> [PROBLEM TO SOLVE]: Give back the data exactly, with no images.

Stored data entries:
══════════════════════════════

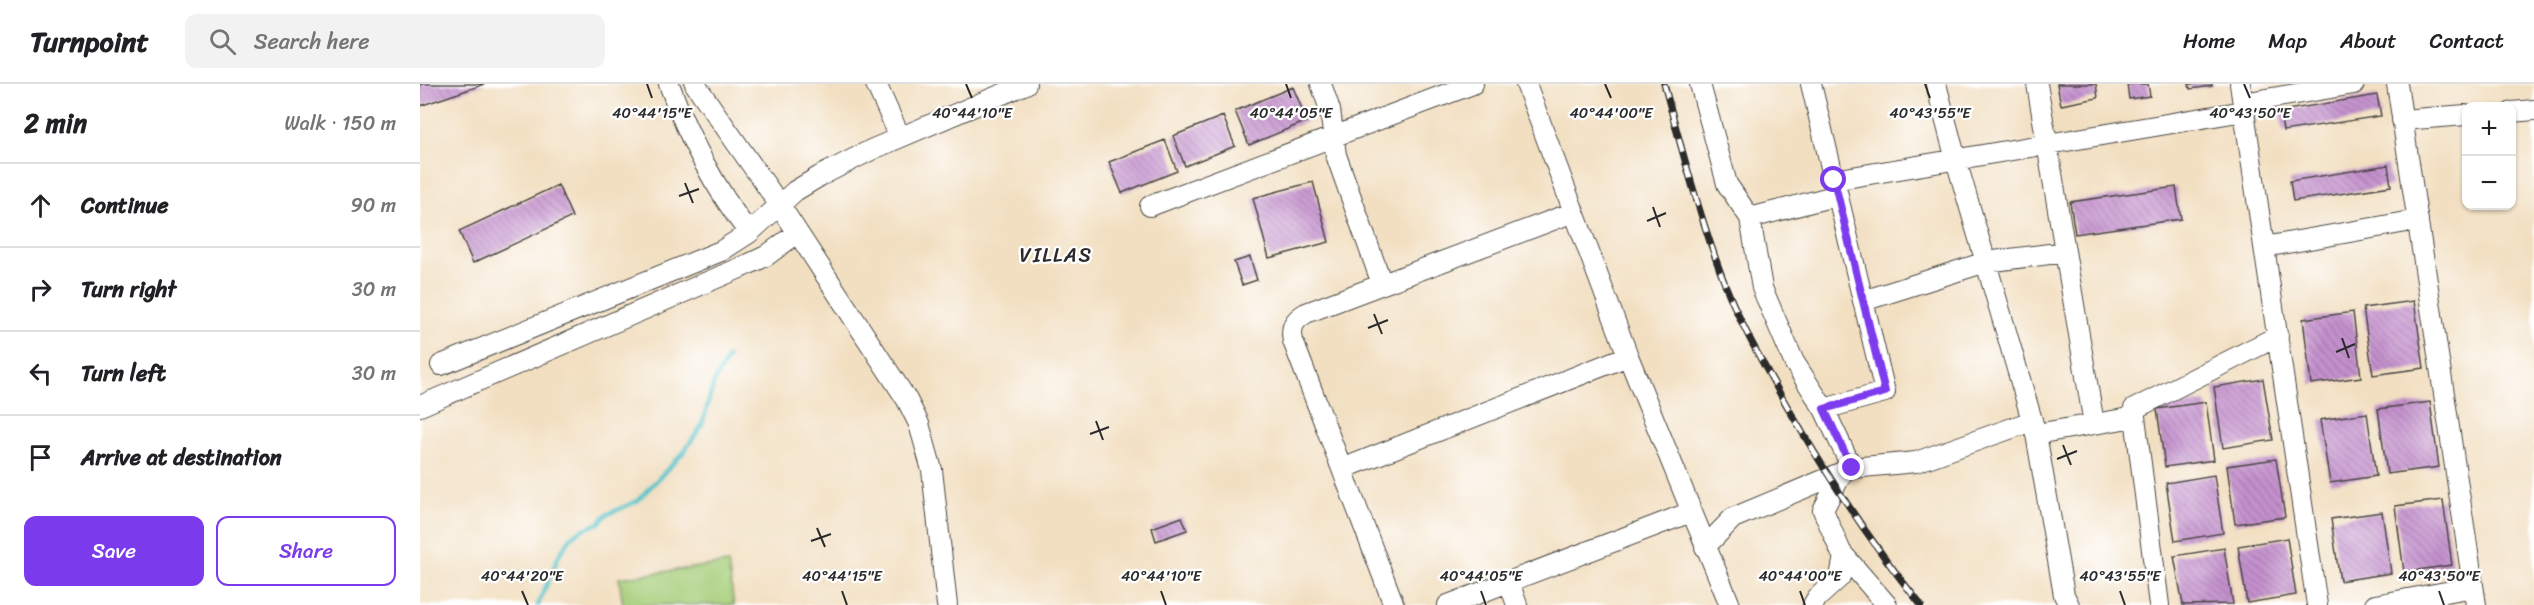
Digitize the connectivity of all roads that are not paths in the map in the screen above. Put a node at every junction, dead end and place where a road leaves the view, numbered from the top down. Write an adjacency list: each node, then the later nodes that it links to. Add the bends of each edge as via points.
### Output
1 (669, 84): 29 (street, via 706,168)
2 (695, 84): 24 (street)
3 (876, 84): 19 (street)
4 (1026, 84): 19 (street)
5 (1321, 84): 20 (street, via 1330,110)
6 (1473, 84): 20 (street)
7 (1526, 84): 26 (street)
8 (1700, 84): 27 (street, via 1727,184)
9 (1811, 84): 23 (street)
10 (1936, 84): 22 (street)
11 (2037, 84): 21 (street)
12 (2354, 84): 14 (street)
13 (2397, 84): 18 (street)
14 (2242, 99): 21 (street); 31 (street)
15 (2534, 110): 16 (street)
16 (2516, 112)
17 (2462, 115): 18 (street)
18 (2403, 120): 28 (street)
19 (900, 137): 24 (street, via 820,176)
20 (1333, 137): 25 (street); 34 (street)
21 (2047, 144): 22 (street); 32 (street)
22 (1956, 159): 23 (street); 33 (street)
23 (1836, 188): 27 (street); 35 (street)
24 (779, 204): 29 (street); 30 (street)
25 (1150, 206)
26 (1574, 212): 34 (street); 37 (street)
27 (1750, 218): 40 (street, via 1761,288 1794,362)
28 (2418, 220): 31 (street); 50 (street)
29 (748, 233): 38 (street, via 721,251)
30 (797, 233): 39 (street, via 749,264); 51 (street, via 919,424 932,470)
31 (2265, 247): 36 (street)
32 (2065, 252): 33 (street); 42 (street)
33 (1986, 262): 35 (street); 43 (street)
34 (1382, 284): 44 (street, via 1306,313 1298,318 1291,332)
35 (1863, 301): 40 (street, via 1885,392)
36 (2278, 336): 41 (street, via 2134,409); 60 (street)
37 (1628, 356): 44 (street); 46 (street)
38 (441, 365)
39 (420, 406)
40 (1824, 409): 45 (street)
41 (2135, 417): 42 (street); 59 (street)
42 (2094, 424): 43 (street)
43 (2034, 428): 45 (street, via 1916,462); 58 (street)
44 (1342, 469): 52 (street)
45 (1847, 471): 47 (street, via 1733,518); 48 (street, via 1823,510)
46 (1691, 512): 47 (street); 49 (street)
47 (1705, 547): 55 (street)
48 (1844, 556): 56 (street, via 1840,578); 57 (street)
49 (1509, 582): 53 (street); 54 (street)
50 (2475, 596): 61 (street)
51 (947, 605)
52 (1394, 605)
53 (1448, 605)
54 (1517, 605)
55 (1730, 605)
56 (1813, 605)
57 (1887, 605)
58 (2069, 605)
59 (2159, 605)
60 (2317, 605)
61 (2375, 605)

══════════════════════════════

> [REPLY]:
Digitize the connectivity of all roads that are not paths in the map in the screen above. Put a node at every junction, dead end and place where a road leaves the view, numbered from the top down. Write an adjacency list: each node, then the later nodes that it links to. Add the bends of each edge as via points.
### Output
1 (669, 84): 29 (street, via 706,168)
2 (695, 84): 24 (street)
3 (876, 84): 19 (street)
4 (1026, 84): 19 (street)
5 (1321, 84): 20 (street, via 1330,110)
6 (1473, 84): 20 (street)
7 (1526, 84): 26 (street)
8 (1700, 84): 27 (street, via 1727,184)
9 (1811, 84): 23 (street)
10 (1936, 84): 22 (street)
11 (2037, 84): 21 (street)
12 (2354, 84): 14 (street)
13 (2397, 84): 18 (street)
14 (2242, 99): 21 (street); 31 (street)
15 (2534, 110): 16 (street)
16 (2516, 112)
17 (2462, 115): 18 (street)
18 (2403, 120): 28 (street)
19 (900, 137): 24 (street, via 820,176)
20 (1333, 137): 25 (street); 34 (street)
21 (2047, 144): 22 (street); 32 (street)
22 (1956, 159): 23 (street); 33 (street)
23 (1836, 188): 27 (street); 35 (street)
24 (779, 204): 29 (street); 30 (street)
25 (1150, 206)
26 (1574, 212): 34 (street); 37 (street)
27 (1750, 218): 40 (street, via 1761,288 1794,362)
28 (2418, 220): 31 (street); 50 (street)
29 (748, 233): 38 (street, via 721,251)
30 (797, 233): 39 (street, via 749,264); 51 (street, via 919,424 932,470)
31 (2265, 247): 36 (street)
32 (2065, 252): 33 (street); 42 (street)
33 (1986, 262): 35 (street); 43 (street)
34 (1382, 284): 44 (street, via 1306,313 1298,318 1291,332)
35 (1863, 301): 40 (street, via 1885,392)
36 (2278, 336): 41 (street, via 2134,409); 60 (street)
37 (1628, 356): 44 (street); 46 (street)
38 (441, 365)
39 (420, 406)
40 (1824, 409): 45 (street)
41 (2135, 417): 42 (street); 59 (street)
42 (2094, 424): 43 (street)
43 (2034, 428): 45 (street, via 1916,462); 58 (street)
44 (1342, 469): 52 (street)
45 (1847, 471): 47 (street, via 1733,518); 48 (street, via 1823,510)
46 (1691, 512): 47 (street); 49 (street)
47 (1705, 547): 55 (street)
48 (1844, 556): 56 (street, via 1840,578); 57 (street)
49 (1509, 582): 53 (street); 54 (street)
50 (2475, 596): 61 (street)
51 (947, 605)
52 (1394, 605)
53 (1448, 605)
54 (1517, 605)
55 (1730, 605)
56 (1813, 605)
57 (1887, 605)
58 (2069, 605)
59 (2159, 605)
60 (2317, 605)
61 (2375, 605)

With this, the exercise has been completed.